Saved entries:

◇ ◇ ◇ ◇ ◇ ◇ ◇

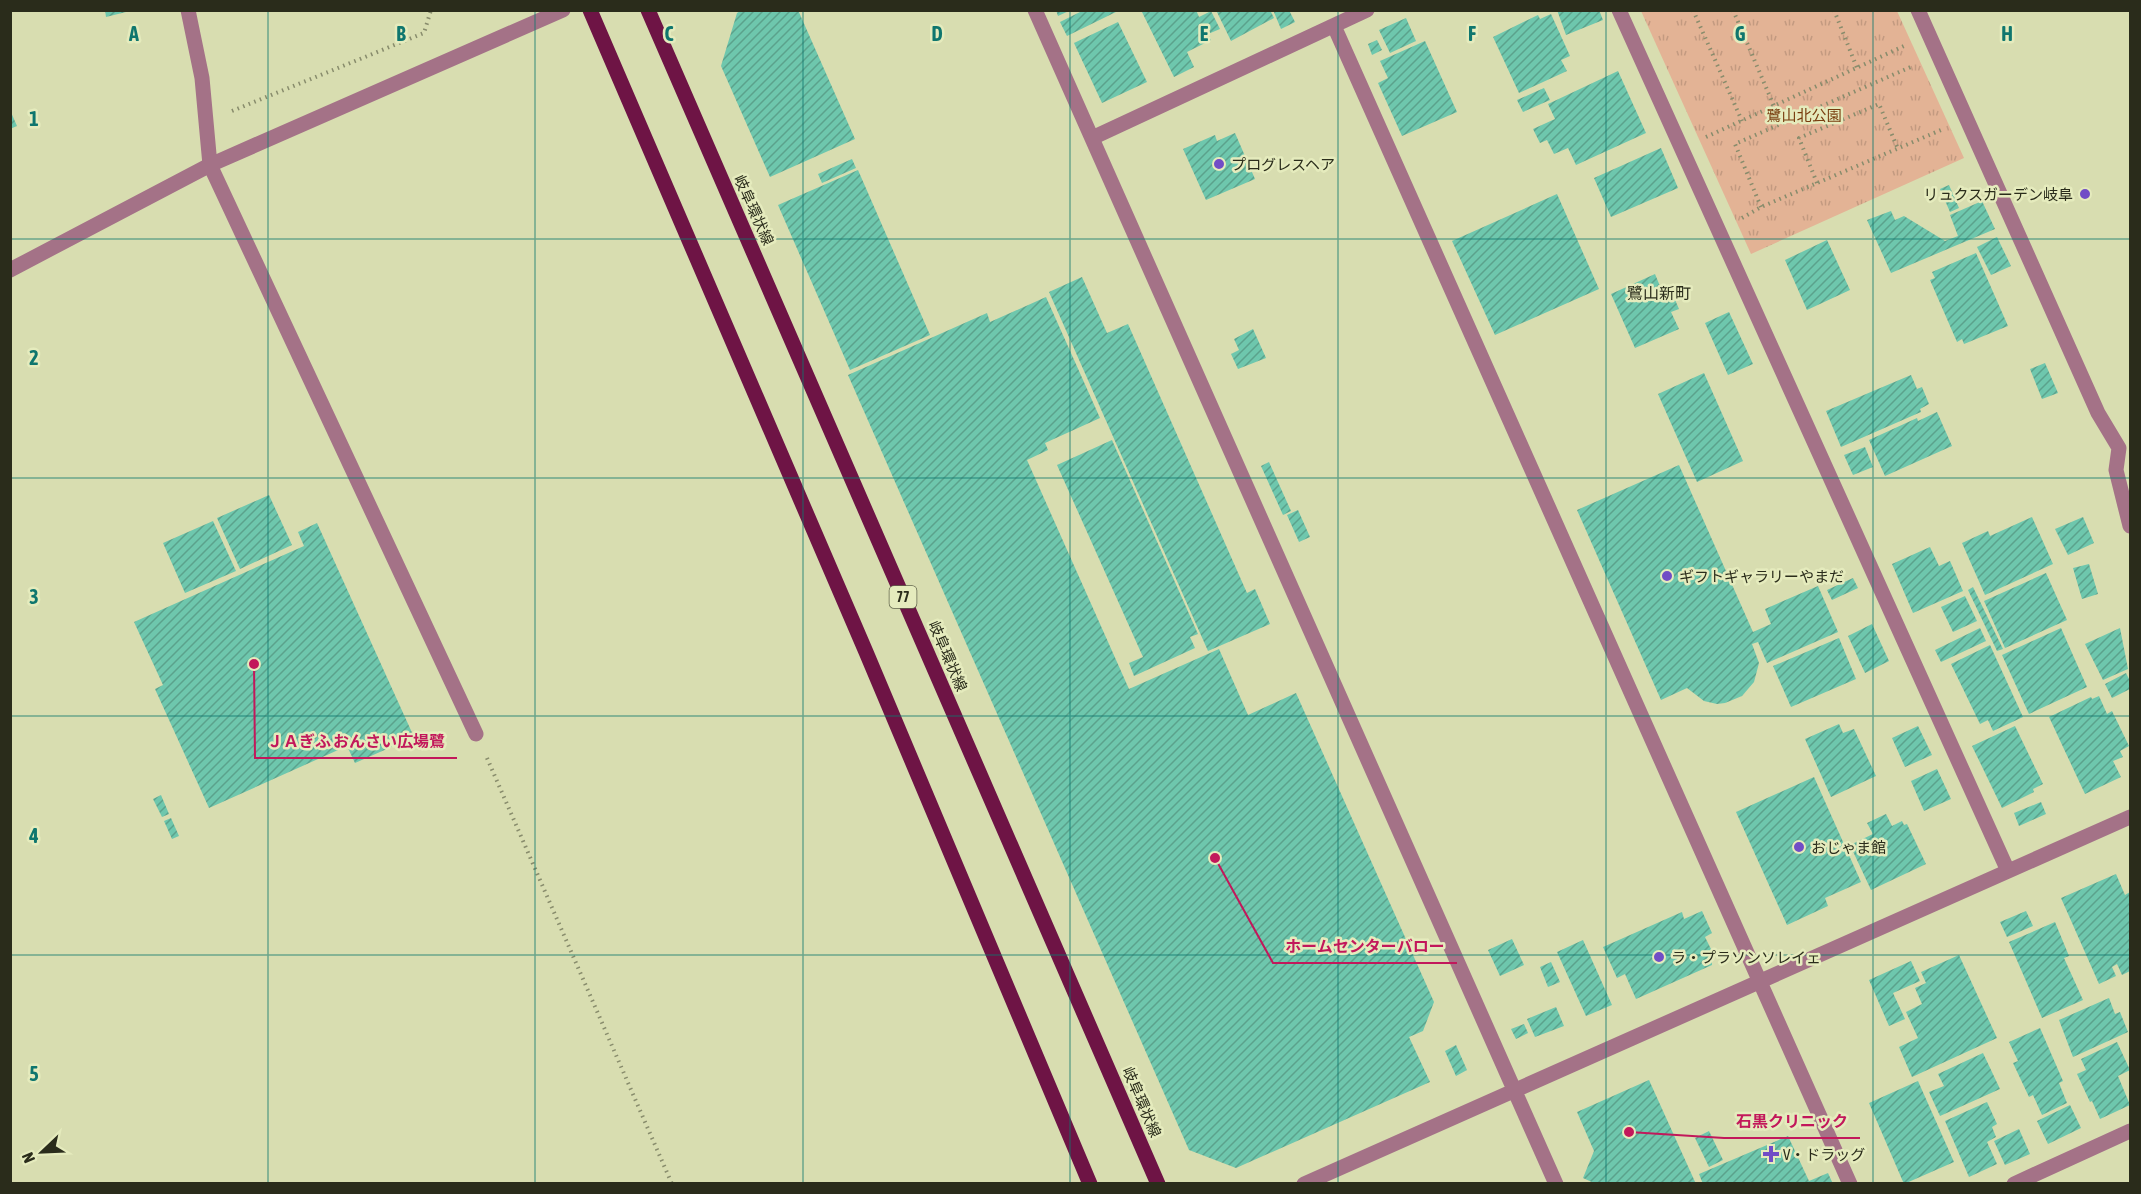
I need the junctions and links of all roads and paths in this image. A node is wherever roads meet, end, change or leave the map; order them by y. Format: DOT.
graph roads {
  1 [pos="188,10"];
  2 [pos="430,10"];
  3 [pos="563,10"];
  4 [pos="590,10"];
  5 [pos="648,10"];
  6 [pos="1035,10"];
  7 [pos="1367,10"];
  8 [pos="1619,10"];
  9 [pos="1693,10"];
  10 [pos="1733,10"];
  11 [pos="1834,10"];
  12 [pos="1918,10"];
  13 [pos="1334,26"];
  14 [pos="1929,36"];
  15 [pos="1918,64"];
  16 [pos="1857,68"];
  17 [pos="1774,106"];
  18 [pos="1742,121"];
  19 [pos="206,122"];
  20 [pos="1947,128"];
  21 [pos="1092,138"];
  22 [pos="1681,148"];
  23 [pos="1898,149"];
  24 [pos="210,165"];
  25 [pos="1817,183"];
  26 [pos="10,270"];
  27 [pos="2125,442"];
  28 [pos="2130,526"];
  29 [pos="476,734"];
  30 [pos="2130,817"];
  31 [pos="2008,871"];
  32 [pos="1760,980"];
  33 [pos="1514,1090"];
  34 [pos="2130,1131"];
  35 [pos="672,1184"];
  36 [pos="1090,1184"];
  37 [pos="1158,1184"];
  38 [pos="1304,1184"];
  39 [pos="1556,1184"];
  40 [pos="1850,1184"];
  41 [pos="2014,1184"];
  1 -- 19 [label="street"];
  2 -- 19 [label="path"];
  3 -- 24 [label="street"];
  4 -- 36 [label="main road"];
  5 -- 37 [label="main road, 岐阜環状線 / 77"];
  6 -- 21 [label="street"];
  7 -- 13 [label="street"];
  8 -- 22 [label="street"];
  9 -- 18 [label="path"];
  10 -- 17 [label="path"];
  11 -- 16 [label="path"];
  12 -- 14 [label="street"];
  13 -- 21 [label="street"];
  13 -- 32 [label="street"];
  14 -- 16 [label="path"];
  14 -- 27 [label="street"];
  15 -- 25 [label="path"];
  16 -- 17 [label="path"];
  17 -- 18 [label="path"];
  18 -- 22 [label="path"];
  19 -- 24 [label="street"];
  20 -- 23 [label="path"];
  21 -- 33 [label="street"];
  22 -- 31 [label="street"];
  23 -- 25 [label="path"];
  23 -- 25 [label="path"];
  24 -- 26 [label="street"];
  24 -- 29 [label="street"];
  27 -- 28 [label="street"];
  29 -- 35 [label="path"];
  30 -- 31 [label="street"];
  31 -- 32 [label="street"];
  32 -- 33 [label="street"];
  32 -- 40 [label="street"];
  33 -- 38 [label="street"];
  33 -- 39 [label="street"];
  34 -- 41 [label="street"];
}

◇ ◇ ◇ ◇ ◇ ◇ ◇

Starting from the records above, filter out all lines except those containing the word "main".

TASK RESULT
  4 -- 36 [label="main road"];
  5 -- 37 [label="main road, 岐阜環状線 / 77"];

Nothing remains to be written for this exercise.